‘Removing building names is inconsistent with the pursuit of our educational mission’
University of Richmond’s Board of Trustees will not change two buildings’ names despite demands to do so from a group of black student activists.
“As Trustees, we deeply appreciate our students’ candor in the Statement on Black Student Welfare about their experiences at the University of Richmond. We recognize that we still have important work to do to become the truly inclusive community we aspire to be. We also understand the disappointment and hurt associated with our decision regarding the names of Ryland Hall and Mitchell-Freeman Hall,” the trustees said in March 17 statement on the matter.
“…In numerous conversations, the Board gave careful consideration to the question raised by the student governments of removing Ryland’s and Freeman’s names from the buildings on our campus. We believe, however, that removing building names is inconsistent with the pursuit of our educational mission, which informs all of our actions.”

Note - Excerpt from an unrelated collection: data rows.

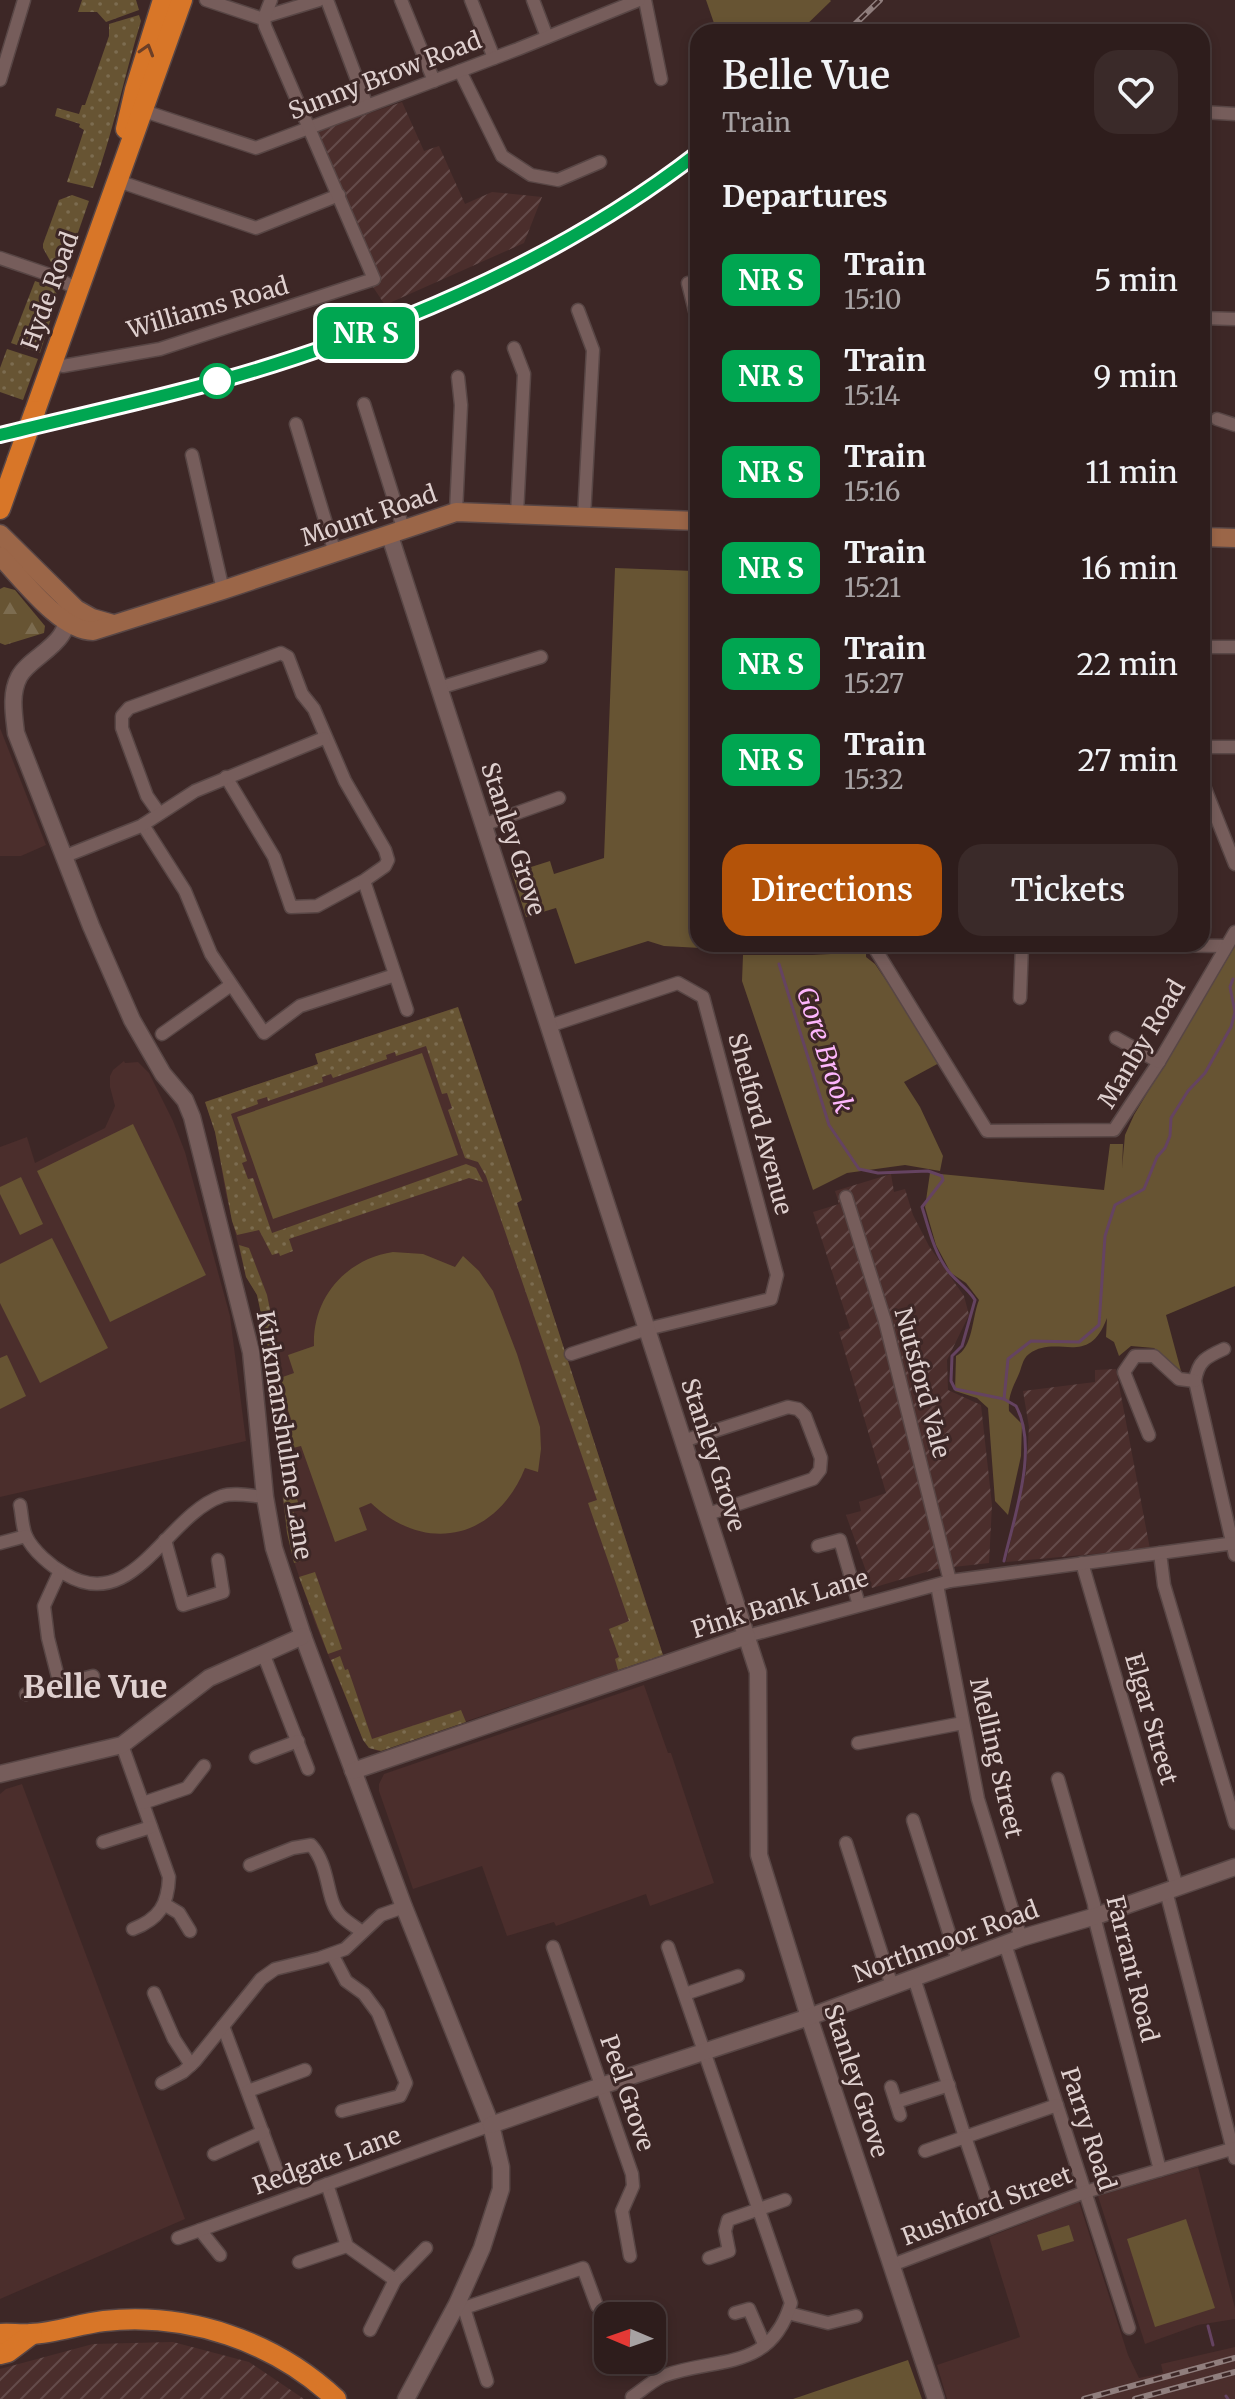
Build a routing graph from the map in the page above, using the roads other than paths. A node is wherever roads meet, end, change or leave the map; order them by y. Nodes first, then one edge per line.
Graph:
1 (24, 0) edge
2 (163, 0) edge
3 (182, 0) edge
4 (206, 0) edge
5 (271, 0) edge
6 (319, 0) edge
7 (327, 0) edge
8 (401, 0) edge
9 (471, 0) edge
10 (533, 0) edge
11 (642, 0) edge
12 (264, 18) junction
13 (547, 37) junction
14 (494, 58) junction
15 (460, 71) junction
16 (0, 78) edge
17 (661, 79) dead end
18 (434, 81) junction
19 (367, 106) junction
20 (144, 111) junction
21 (1210, 112) edge
22 (1235, 114) edge
23 (308, 129) junction
24 (600, 162) dead end
25 (115, 180) junction
26 (339, 195) junction
27 (0, 258) edge
28 (688, 283) dead end
29 (78, 289) junction
30 (690, 291) edge
31 (578, 310) dead end
32 (1210, 318) edge
33 (1235, 319) edge
34 (514, 348) dead end
35 (52, 363) junction
36 (458, 377) dead end
37 (364, 404) dead end
38 (1217, 419) dead end
39 (296, 424) dead end
40 (1235, 425) edge
41 (192, 455) dead end
42 (0, 509) edge
43 (456, 512) junction
44 (517, 514) junction
45 (584, 517) junction
46 (690, 521) edge
47 (397, 533) junction
48 (0, 534) edge
49 (1210, 537) edge
50 (1235, 538) edge
51 (335, 553) junction
52 (0, 556) edge
53 (0, 579) edge
54 (23, 580) junction
55 (223, 590) junction
56 (57, 592) junction
57 (66, 623) junction
58 (113, 624) junction
59 (1210, 647) edge
60 (1235, 647) edge
61 (541, 657) dead end
62 (439, 688) junction
63 (324, 738) junction
64 (1210, 747) edge
65 (1235, 747) edge
66 (226, 777) junction
67 (559, 798) dead end
68 (1210, 801) edge
69 (159, 813) junction
70 (143, 825) junction
71 (483, 825) junction
72 (63, 857) junction
73 (1235, 864) edge
74 (364, 881) junction
75 (1235, 932) edge
76 (1210, 946) edge
77 (1226, 946) junction
78 (878, 952) edge
79 (1022, 952) edge
80 (395, 975) junction
81 (231, 985) junction
82 (1020, 998) dead end
83 (407, 1010) dead end
84 (549, 1026) junction
85 (162, 1034) dead end
86 (1116, 1038) dead end
87 (1159, 1062) junction
88 (846, 1197) dead end
89 (647, 1329) junction
90 (1224, 1349) dead end
91 (571, 1354) dead end
92 (1195, 1381) junction
93 (1149, 1435) dead end
94 (683, 1441) junction
95 (265, 1497) junction
96 (20, 1505) dead end
97 (708, 1514) junction
98 (26, 1536) junction
99 (165, 1540) junction
100 (0, 1543) edge
101 (818, 1546) dead end
102 (1235, 1547) edge
103 (1160, 1553) junction
104 (218, 1560) dead end
105 (1082, 1563) junction
106 (60, 1571) junction
107 (944, 1583) junction
108 (859, 1605) junction
109 (303, 1636) junction
110 (747, 1636) junction
111 (263, 1653) junction
112 (93, 1676) dead end
113 (60, 1685) junction
114 (26, 1694) dead end
115 (963, 1723) junction
116 (298, 1741) junction
117 (858, 1743) dead end
118 (122, 1745) junction
119 (256, 1757) dead end
120 (204, 1766) dead end
121 (308, 1769) dead end
122 (353, 1771) junction
123 (0, 1774) edge
124 (1058, 1779) dead end
125 (143, 1803) junction
126 (913, 1820) dead end
127 (1235, 1823) edge
128 (151, 1827) junction
129 (103, 1842) dead end
130 (846, 1843) dead end
131 (250, 1865) dead end
132 (1234, 1871) edge
133 (1172, 1889) junction
134 (164, 1904) junction
135 (404, 1907) junction
136 (1096, 1916) junction
137 (133, 1929) dead end
138 (190, 1931) dead end
139 (362, 1932) junction
140 (1013, 1941) junction
141 (553, 1947) dead end
142 (668, 1947) dead end
143 (332, 1954) junction
144 (958, 1961) junction
145 (738, 1976) dead end
146 (914, 1978) junction
147 (892, 1986) junction
148 (154, 1993) dead end
149 (685, 1994) junction
150 (809, 2017) junction
151 (223, 2026) junction
152 (706, 2051) junction
153 (191, 2065) junction
154 (305, 2070) dead end
155 (162, 2083) dead end
156 (949, 2085) junction
157 (601, 2086) junction
158 (891, 2087) dead end
159 (248, 2091) junction
160 (1057, 2105) junction
161 (342, 2111) dead end
162 (491, 2125) junction
163 (263, 2132) junction
164 (965, 2137) junction
165 (925, 2151) dead end
166 (1234, 2151) edge
167 (214, 2154) dead end
168 (1160, 2170) junction
169 (277, 2171) dead end
170 (327, 2184) junction
171 (1085, 2192) junction
172 (785, 2200) dead end
173 (987, 2201) dead end
174 (759, 2209) junction
175 (200, 2230) junction
176 (178, 2238) dead end
177 (347, 2246) junction
178 (426, 2248) dead end
179 (220, 2255) dead end
180 (630, 2256) dead end
181 (709, 2258) dead end
182 (299, 2262) dead end
183 (892, 2265) junction
184 (395, 2280) junction
185 (596, 2302) edge
186 (460, 2306) junction
187 (735, 2313) dead end
188 (788, 2313) junction
189 (856, 2316) dead end
190 (1129, 2328) dead end
191 (370, 2330) dead end
192 (0, 2334) edge
193 (32, 2334) junction
194 (764, 2344) junction
195 (0, 2354) edge
196 (487, 2381) dead end
197 (410, 2396) edge
198 (632, 2397) edge
199 (336, 2399) edge
200 (936, 2399) edge

1 - 16 street
25 -> 2 highway, Hyde Road
3 - 20 highway, Hyde Road
4 - 12 street
5 - 12 street
6 - 12 street
7 - 19 street
8 - 18 street
9 - 14 street
10 - 13 street
11 - 13 street, Sunny Brow Road
11 - 17 street
12 - 23 street
13 - 14 street, Sunny Brow Road
14 - 15 street, Sunny Brow Road
15 - 18 street, Sunny Brow Road
15 - 24 street
18 - 19 street, Sunny Brow Road
19 - 23 street, Sunny Brow Road
20 - 23 street, Sunny Brow Road
20 - 25 highway, Hyde Road
21 - 22 street
23 - 26 street
25 - 26 street
25 - 29 highway, Hyde Road
26 - 35 street, Williams Road
27 - 29 street
28 - 30 street
29 - 35 highway, Hyde Road
31 - 45 street
32 - 33 street
34 - 44 street
35 - 42 highway, Hyde Road, bridge
36 - 43 street
37 - 47 street
38 - 40 street
39 - 51 street
41 - 55 street
43 - 44 main road, Mount Road
43 - 47 main road, Mount Road
44 - 45 main road, Mount Road
45 - 46 main road, Mount Road
47 - 51 main road, Mount Road
47 - 62 street, Stanley Grove
48 - 56 main road
49 - 50 main road
51 - 55 main road, Mount Road
52 - 54 main road
53 - 54 main road
54 - 57 main road
55 - 58 main road, Mount Road
56 - 57 street
56 - 58 main road
57 - 58 main road, Mount Road
57 - 72 street, Kirkmanshulme Lane
59 - 60 street
61 - 62 street
62 - 71 street, Stanley Grove
63 - 66 street
63 - 69 street
63 - 74 street
64 - 65 street
66 - 69 street
66 - 74 street
67 - 71 street
68 - 73 street
69 - 70 street
70 - 72 street
70 - 81 street
71 - 84 street, Stanley Grove
72 - 95 street, Kirkmanshulme Lane
74 - 80 street
75 - 77 street, Manby Road
76 - 77 street
77 - 87 street, Manby Road
78 - 87 street, Manby Road
79 - 82 street
80 - 81 street
80 - 83 street
81 - 85 street
84 - 89 street, Stanley Grove
84 - 89 street, Shelford Avenue
86 - 87 street
88 - 107 street, Nutsford Vale
89 - 91 street
89 - 94 street, Stanley Grove
90 - 92 street
92 - 93 street
92 - 102 street
94 - 97 street, Stanley Grove
94 - 97 street
95 - 99 street
95 - 109 street, Kirkmanshulme Lane
96 - 98 street
97 - 110 street, Stanley Grove
98 - 100 street
98 - 106 street
99 - 104 street
99 - 106 street
101 - 108 street
102 - 103 street, Pink Bank Lane
103 - 105 street, Pink Bank Lane
103 - 127 street
105 - 107 street, Pink Bank Lane
105 - 133 street, Elgar Street
106 - 113 street
107 - 108 street, Pink Bank Lane
107 - 115 street, Melling Street
108 - 110 street, Pink Bank Lane
109 - 111 street
109 - 122 street, Kirkmanshulme Lane
110 - 122 street, Pink Bank Lane
110 - 150 street, Stanley Grove
111 - 116 street
111 - 118 street
112 - 113 street
113 - 114 street
115 - 117 street
115 - 140 street, Melling Street
116 - 119 street
116 - 121 street
118 - 123 street
118 - 125 street
120 - 125 street
122 - 135 street, Kirkmanshulme Lane
124 - 136 street, Farrant Road
125 - 128 street
126 - 144 street
128 - 129 street
128 - 134 street
130 - 147 street
131 - 139 street
132 - 133 street, Northmoor Road
133 - 136 street, Northmoor Road
133 - 166 street, Elgar Street
134 - 137 street
134 - 138 street
135 - 139 street
135 - 162 street, Kirkmanshulme Lane
136 - 140 street, Northmoor Road
136 - 168 street, Farrant Road
139 - 143 street
140 - 144 street, Northmoor Road
140 - 160 street, Parry Road
141 - 157 street, Peel Grove
142 - 149 street
143 - 151 street
143 - 161 street
144 - 146 street, Northmoor Road
145 - 149 street
146 - 147 street, Northmoor Road
146 - 156 street
147 - 150 street, Northmoor Road
148 - 153 street
149 - 152 street
150 - 152 street, Northmoor Road
150 - 183 street, Stanley Grove
151 - 153 street
151 - 159 street
152 - 157 street, Northmoor Road
152 - 174 street
153 - 155 street
154 - 159 street
156 - 158 street
156 - 164 street
157 - 162 street, Northmoor Road
157 - 180 street, Peel Grove
159 - 163 street
160 - 164 street
160 - 171 street, Parry Road
162 - 170 street, Redgate Lane
162 - 186 street, Kirkmanshulme Lane
163 - 167 street
163 - 169 street
164 - 165 street
164 - 173 street
166 - 168 street, Rushford Street
168 - 171 street, Rushford Street
170 - 175 street, Redgate Lane
170 - 177 street
171 - 183 street, Rushford Street
171 - 190 street, Parry Road
172 - 174 street
174 - 181 street
174 - 188 street
175 - 176 street, Redgate Lane
175 - 179 street
177 - 182 street
177 - 184 street
178 - 184 street
183 - 200 street, Stanley Grove
184 - 191 street
185 - 186 street
186 - 196 street
186 - 197 street, Kirkmanshulme Lane
187 - 194 street
188 - 189 street
188 - 194 street
192 - 193 highway
193 - 195 highway
193 - 199 highway
194 - 198 street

The Black Student Coalition is now asking asking professors, students and employees who support their demand to basically go on something of a strike on March 25 in response.
“We are not asking any students to disaffiliate from research, student jobs, scholarship-affiliated activities, or any private student support groups. The point of disaffiliation is to cease all uncompensated, extracurricular, public-facing work and programming which UR is in turn able to publicize and profit off of,” the coalition states.
According to university research, Robert Ryland “built what became the University of Richmond as the superintendent of the Virginia Baptist Seminary and then as the first President of Richmond College.” He was also a slaveholder.
As for Douglas Southall Freeman, he was a historian and Pulitzer Prize-winning journalist who also held “white supremacist beliefs that led him to glorify the Confederacy, promote segregation and disenfranchisement, and support eugenics,” the university reports.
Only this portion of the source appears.